Pick every line from the data below that contains the string "cesta" and copy it.

Records contained in a dataset:
•••
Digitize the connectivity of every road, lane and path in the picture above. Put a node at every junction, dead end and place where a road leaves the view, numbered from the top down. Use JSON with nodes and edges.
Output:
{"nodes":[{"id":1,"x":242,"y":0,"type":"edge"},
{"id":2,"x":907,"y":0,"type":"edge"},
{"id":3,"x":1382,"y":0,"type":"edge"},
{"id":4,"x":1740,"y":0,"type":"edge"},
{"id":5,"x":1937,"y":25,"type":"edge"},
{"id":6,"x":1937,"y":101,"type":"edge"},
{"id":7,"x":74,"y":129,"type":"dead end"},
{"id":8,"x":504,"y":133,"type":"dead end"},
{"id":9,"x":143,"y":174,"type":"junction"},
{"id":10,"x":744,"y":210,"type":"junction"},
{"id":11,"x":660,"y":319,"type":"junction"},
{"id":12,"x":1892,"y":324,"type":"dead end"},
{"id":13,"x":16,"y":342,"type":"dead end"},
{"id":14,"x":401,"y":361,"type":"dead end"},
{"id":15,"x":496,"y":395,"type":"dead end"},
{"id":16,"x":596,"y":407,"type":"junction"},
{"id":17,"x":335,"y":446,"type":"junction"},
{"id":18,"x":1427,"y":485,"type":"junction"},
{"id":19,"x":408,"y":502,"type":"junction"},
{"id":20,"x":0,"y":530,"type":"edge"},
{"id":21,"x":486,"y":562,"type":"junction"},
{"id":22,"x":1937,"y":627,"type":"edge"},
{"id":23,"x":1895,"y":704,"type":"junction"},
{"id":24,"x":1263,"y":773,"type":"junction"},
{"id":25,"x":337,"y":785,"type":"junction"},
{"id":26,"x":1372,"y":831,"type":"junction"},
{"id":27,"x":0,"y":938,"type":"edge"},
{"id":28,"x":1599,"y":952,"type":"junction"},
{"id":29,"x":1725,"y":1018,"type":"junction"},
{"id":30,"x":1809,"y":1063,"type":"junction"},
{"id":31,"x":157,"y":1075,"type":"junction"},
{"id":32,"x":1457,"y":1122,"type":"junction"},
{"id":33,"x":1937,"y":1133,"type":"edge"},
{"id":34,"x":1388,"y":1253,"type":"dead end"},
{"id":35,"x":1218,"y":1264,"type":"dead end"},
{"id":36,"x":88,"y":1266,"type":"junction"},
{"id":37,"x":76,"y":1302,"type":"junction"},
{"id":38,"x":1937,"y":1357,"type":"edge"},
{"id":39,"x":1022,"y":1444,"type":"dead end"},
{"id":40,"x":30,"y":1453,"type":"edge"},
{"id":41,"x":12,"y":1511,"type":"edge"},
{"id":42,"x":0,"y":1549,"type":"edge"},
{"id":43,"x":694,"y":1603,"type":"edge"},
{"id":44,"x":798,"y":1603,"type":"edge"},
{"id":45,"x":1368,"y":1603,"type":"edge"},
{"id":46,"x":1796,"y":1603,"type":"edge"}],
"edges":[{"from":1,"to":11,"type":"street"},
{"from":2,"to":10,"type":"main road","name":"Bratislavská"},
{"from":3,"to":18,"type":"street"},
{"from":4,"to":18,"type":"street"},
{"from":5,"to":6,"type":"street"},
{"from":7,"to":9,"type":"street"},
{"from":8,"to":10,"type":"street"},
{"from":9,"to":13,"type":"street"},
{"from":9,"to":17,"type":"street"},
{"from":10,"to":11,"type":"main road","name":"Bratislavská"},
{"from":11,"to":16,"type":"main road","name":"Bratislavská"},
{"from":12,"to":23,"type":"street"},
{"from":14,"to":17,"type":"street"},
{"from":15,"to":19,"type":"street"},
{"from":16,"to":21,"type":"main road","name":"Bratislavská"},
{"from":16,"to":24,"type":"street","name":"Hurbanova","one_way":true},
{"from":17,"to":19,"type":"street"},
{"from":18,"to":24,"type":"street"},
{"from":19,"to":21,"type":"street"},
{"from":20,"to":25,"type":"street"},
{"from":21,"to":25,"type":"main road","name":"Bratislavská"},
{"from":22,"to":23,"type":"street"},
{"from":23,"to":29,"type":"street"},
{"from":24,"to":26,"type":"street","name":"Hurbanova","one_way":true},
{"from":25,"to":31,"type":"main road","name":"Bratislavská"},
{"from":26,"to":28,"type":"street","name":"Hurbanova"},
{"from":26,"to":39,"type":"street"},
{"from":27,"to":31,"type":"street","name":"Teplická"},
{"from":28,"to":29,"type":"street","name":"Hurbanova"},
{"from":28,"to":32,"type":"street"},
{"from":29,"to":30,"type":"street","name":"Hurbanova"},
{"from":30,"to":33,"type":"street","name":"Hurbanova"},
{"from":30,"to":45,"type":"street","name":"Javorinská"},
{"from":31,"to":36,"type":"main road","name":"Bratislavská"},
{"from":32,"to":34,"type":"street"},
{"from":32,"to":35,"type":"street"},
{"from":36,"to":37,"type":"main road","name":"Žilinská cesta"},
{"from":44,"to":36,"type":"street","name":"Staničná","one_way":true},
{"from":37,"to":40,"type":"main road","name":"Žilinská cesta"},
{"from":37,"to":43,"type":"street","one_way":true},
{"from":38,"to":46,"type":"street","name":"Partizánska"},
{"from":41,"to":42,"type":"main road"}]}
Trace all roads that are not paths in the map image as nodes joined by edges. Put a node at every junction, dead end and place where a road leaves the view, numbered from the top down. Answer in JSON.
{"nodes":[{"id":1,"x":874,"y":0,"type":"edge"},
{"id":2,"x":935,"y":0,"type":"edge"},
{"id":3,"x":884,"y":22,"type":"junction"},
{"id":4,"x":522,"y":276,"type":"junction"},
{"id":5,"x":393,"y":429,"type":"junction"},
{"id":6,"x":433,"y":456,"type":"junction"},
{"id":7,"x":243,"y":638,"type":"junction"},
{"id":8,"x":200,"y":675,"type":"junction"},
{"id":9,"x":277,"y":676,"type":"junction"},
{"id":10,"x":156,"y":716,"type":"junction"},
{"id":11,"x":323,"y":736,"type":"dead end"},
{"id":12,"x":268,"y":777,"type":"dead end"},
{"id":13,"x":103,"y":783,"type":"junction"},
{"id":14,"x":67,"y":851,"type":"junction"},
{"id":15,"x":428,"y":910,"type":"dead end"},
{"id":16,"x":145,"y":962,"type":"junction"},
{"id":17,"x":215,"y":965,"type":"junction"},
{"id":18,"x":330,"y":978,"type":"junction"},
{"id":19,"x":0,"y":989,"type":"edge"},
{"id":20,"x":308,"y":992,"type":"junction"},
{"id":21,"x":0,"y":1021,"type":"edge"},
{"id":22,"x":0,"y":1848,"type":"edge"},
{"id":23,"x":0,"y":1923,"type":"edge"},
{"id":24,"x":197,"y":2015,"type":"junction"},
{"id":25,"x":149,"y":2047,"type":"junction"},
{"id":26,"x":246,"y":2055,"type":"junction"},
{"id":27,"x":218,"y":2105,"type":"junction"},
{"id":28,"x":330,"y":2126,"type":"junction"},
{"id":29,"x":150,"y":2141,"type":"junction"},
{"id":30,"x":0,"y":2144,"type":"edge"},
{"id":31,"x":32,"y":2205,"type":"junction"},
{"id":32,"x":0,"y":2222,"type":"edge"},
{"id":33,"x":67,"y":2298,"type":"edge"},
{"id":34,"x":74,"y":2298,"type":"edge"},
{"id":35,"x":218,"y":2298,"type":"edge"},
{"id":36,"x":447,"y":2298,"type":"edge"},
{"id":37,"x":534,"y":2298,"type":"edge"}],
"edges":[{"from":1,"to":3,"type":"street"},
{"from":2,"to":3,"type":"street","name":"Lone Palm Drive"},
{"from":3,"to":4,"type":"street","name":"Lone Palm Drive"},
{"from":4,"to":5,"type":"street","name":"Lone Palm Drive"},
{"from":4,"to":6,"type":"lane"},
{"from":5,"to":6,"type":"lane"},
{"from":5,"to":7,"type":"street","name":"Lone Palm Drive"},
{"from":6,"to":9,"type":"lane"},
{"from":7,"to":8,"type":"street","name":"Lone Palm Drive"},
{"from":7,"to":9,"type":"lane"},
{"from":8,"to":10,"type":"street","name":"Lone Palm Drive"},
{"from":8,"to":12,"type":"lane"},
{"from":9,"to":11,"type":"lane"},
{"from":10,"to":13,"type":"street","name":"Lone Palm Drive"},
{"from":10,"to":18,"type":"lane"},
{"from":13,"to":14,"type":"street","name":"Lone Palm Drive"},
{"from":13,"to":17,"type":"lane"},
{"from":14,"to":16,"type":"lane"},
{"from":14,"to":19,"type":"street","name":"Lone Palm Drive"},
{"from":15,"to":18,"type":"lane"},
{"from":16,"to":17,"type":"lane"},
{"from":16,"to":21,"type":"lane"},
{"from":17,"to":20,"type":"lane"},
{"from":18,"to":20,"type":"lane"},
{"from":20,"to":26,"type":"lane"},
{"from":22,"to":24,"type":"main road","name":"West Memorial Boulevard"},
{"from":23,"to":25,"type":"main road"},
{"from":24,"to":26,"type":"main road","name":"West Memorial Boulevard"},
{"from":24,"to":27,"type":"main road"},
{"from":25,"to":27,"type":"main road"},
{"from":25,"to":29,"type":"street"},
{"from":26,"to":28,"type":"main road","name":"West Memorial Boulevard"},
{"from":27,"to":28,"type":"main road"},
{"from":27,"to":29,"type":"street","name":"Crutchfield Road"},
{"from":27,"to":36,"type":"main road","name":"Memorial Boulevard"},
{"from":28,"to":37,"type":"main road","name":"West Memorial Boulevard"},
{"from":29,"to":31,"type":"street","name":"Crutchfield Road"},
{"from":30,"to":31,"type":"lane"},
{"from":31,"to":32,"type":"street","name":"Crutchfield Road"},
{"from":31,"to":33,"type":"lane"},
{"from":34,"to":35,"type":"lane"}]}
•••
▸ **EXERCISE OUTPUT**
{"from":36,"to":37,"type":"main road","name":"Žilinská cesta"},
{"from":37,"to":40,"type":"main road","name":"Žilinská cesta"},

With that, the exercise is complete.